Only the lines below, from the one with "gsave x y translate w h scale" through the one with "4 setmiterlimit", are to be written out, exactly.

Provided records section start

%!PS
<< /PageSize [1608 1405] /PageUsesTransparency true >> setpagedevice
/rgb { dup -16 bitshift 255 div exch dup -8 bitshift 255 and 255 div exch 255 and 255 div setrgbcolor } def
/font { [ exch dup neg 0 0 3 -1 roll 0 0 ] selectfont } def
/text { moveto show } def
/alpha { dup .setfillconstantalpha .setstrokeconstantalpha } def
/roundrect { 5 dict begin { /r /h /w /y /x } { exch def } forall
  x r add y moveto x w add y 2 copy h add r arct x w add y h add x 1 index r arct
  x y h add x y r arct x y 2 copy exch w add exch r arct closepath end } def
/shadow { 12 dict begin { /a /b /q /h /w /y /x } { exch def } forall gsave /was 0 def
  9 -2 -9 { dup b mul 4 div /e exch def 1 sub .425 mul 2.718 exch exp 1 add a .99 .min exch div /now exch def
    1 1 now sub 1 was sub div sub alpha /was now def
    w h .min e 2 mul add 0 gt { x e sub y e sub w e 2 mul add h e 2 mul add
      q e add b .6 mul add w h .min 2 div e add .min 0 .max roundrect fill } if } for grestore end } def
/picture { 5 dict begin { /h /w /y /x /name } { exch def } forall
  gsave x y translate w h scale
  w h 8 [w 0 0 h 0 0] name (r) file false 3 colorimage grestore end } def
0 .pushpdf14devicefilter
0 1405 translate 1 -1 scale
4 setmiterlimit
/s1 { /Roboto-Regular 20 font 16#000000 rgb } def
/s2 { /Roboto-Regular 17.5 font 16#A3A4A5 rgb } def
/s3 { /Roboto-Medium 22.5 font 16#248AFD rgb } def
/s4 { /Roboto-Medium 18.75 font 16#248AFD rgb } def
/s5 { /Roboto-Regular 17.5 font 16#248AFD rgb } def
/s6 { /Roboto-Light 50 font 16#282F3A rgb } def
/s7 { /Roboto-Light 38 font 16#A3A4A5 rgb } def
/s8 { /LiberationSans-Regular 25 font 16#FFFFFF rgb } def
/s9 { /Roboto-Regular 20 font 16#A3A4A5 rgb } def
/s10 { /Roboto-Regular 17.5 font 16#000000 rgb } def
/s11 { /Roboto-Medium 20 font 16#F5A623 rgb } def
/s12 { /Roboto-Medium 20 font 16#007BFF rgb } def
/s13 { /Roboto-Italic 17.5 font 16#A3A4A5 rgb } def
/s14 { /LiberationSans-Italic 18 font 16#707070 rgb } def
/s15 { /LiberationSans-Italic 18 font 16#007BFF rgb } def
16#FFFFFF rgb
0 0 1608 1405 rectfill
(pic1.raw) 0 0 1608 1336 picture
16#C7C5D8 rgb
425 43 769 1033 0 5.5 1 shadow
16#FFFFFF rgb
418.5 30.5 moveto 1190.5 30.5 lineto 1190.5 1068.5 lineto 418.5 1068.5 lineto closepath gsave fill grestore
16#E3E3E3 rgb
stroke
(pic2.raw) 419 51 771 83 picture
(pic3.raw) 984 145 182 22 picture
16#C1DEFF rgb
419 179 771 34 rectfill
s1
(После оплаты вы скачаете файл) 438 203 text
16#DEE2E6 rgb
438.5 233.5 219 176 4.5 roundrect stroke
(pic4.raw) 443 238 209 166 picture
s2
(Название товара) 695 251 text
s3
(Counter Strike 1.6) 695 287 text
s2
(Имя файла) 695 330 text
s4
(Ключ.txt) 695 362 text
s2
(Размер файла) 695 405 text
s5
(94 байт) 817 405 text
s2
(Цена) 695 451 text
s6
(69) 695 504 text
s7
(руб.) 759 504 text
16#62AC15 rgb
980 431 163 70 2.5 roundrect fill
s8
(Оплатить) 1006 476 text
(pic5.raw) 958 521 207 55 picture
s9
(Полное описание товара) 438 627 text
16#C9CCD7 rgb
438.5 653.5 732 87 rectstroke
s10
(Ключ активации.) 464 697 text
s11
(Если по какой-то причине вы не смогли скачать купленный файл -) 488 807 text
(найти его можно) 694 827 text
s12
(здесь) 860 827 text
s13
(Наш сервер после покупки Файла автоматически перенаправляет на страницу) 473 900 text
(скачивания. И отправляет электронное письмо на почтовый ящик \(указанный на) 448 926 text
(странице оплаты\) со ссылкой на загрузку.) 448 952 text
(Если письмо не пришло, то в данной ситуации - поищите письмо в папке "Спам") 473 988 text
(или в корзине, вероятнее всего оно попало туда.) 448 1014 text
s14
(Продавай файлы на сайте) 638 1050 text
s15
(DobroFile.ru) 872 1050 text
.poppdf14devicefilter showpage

Provided records section end

Your response ::
  gsave x y translate w h scale
  w h 8 [w 0 0 h 0 0] name (r) file false 3 colorimage grestore end } def
0 .pushpdf14devicefilter
0 1405 translate 1 -1 scale
4 setmiterlimit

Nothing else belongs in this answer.